Thursday, June 17, 2010

In need of a good night’s sleep

Sometimes, kids have really stupid ideas. I know this, because when I was a kid, I had a stupid idea.
Growing up without a dog, I longed to have to one. I wanted a dog to play with, a dog to walk and — here comes the stupid idea — a dog that I could snuggle up to at night.
Fast forward to when I was 18 and finally had my own puppy and what did I do? I played with him, I walked him, and I let him sleep in the bed with me.
Stupid idea. I’m paying for it now.
Last night, for the third night in a row, I reconfigured an arrangement of laundry baskets, TV trays and kitchen table chairs around the perimeter of our bed.
“Hey, you’re trapping me in,” my husband said as I flipped the laundry baskets around, trying to figure what angle I could place them at that would least embolden my dog to jump over them and on to the bed.
“I am going to get a good night’s sleep tonight,” I muttered back to him.
Here’s the deal: The dog knows that my husband can be dangerous to sleep next to. In the middle of the night, not conscience of his actions, my husband has been known to kick and push any objects pushing into him — like the dog.

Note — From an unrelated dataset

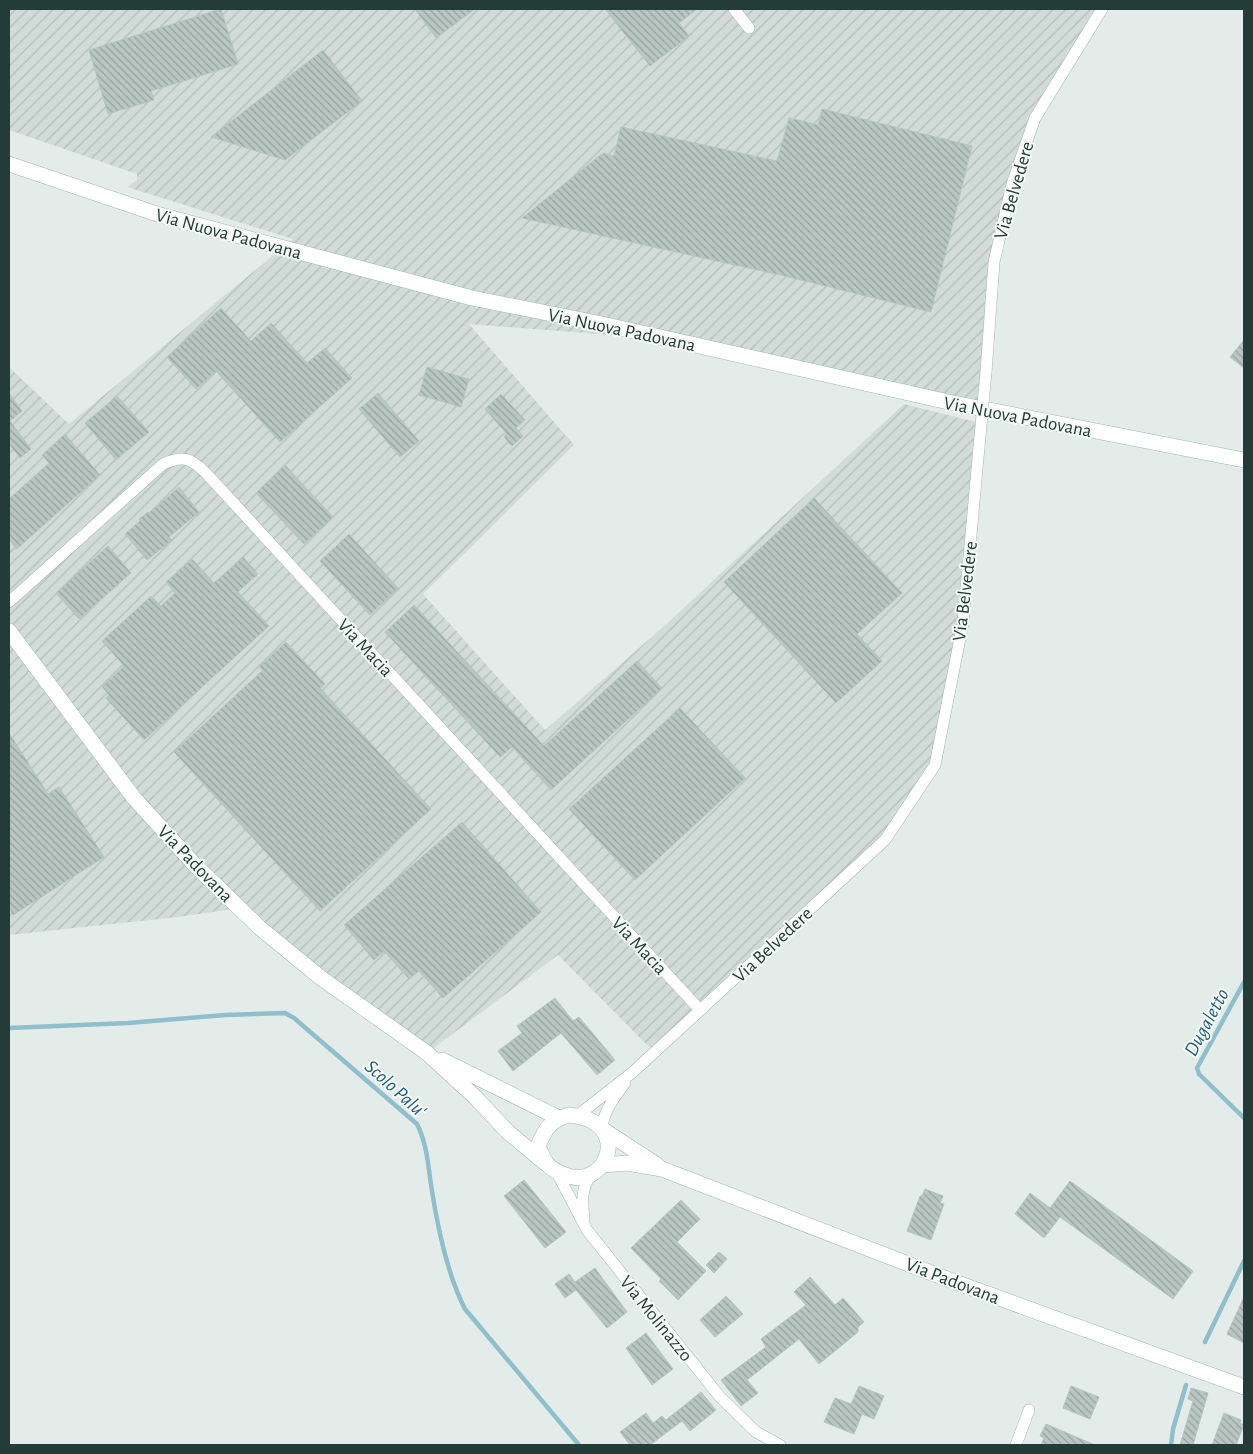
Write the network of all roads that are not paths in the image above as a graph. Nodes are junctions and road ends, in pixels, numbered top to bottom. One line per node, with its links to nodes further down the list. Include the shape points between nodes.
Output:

So the dog leaves him alone. Instead, he comes over to my side of the bed and nestles up against the back of my legs. As the night goes on, he stretches out from paw to paw until he’s five-feet of dog pushing against my back.
And then I wake up. “Get down, Sensi,” I mumble to him, half-asleep. He stands up like he’s going to get down, knowing that he only has to stand there until my head falls back to the pillow and then he once again nestles into the covers.
We repeat this exercise throughout the night and by morning, I’m tired and my back hurts. But the dog always looks very refreshed.
I have tried to persuade Brent to let me put those bed rails designed to keep kids from falling off their beds on ours.
“I don’t want those things on the bed,” Brent said. “Just tell him to stay off of it.”
Yeah, and after nearly eight years of him not having to do that, he’s just going to listen. Right.
So, my laundry basket-kitchen chair-TV tray perimeter is going to have to work, except it hasn’t. At least not for the past three nights. But you can bet I’ll be trying again tonight.